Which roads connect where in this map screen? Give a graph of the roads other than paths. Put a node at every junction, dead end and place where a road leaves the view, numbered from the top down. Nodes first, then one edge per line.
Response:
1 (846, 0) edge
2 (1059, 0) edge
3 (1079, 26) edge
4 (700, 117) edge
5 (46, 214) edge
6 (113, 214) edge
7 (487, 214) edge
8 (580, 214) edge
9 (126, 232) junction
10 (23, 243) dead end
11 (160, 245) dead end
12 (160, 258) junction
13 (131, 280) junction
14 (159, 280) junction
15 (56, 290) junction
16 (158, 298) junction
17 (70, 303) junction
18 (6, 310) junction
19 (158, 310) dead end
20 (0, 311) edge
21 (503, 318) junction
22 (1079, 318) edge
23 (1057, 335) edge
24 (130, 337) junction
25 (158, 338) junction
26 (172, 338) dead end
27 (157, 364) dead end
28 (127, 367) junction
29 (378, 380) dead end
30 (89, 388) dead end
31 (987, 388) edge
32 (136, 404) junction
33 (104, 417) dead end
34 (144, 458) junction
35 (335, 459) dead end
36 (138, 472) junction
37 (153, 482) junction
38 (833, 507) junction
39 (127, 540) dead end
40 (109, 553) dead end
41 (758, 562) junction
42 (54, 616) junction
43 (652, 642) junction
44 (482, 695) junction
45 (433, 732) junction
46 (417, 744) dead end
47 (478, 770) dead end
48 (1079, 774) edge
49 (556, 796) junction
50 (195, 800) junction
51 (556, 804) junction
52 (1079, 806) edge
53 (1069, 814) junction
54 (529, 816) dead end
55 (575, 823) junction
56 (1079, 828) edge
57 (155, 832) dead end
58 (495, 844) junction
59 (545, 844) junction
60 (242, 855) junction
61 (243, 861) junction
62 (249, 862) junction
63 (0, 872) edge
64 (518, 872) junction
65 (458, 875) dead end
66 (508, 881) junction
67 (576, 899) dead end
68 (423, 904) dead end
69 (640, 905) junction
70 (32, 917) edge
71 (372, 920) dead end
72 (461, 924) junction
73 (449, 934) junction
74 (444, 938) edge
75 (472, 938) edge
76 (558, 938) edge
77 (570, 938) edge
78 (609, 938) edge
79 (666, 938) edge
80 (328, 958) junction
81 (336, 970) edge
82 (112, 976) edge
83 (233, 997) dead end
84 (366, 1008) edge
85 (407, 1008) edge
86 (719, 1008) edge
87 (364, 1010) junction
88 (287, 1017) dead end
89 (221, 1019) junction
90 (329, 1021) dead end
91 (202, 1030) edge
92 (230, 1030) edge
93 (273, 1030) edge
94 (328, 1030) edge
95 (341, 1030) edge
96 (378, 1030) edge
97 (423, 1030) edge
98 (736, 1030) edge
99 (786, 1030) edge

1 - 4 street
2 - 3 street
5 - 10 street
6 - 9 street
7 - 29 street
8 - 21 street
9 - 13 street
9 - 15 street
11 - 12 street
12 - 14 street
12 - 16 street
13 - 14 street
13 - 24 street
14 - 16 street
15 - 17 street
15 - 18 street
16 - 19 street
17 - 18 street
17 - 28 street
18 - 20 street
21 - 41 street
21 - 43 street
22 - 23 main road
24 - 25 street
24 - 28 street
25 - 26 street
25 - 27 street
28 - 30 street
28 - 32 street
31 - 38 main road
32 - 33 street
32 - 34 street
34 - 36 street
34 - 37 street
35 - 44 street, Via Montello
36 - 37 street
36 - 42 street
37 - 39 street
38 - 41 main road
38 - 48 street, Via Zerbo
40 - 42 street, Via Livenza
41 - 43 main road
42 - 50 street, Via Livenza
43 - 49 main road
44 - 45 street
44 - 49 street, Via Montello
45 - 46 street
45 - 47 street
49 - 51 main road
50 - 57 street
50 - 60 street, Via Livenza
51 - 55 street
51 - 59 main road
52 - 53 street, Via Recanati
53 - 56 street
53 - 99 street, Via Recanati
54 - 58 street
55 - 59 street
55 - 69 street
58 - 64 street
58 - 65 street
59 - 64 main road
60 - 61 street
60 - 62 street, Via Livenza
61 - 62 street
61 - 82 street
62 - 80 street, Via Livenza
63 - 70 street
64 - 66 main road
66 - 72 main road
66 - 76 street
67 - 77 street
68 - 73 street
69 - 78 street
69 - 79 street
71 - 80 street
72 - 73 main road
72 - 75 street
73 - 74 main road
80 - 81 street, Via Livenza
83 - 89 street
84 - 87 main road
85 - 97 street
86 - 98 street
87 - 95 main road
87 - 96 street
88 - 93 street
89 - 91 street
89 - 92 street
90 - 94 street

+===+

WORK INSTRUCTIONS => Every line with the string "Livenza" in the material should be returned.

PROBLEM SOLUTION =>
40 - 42 street, Via Livenza
42 - 50 street, Via Livenza
50 - 60 street, Via Livenza
60 - 62 street, Via Livenza
62 - 80 street, Via Livenza
80 - 81 street, Via Livenza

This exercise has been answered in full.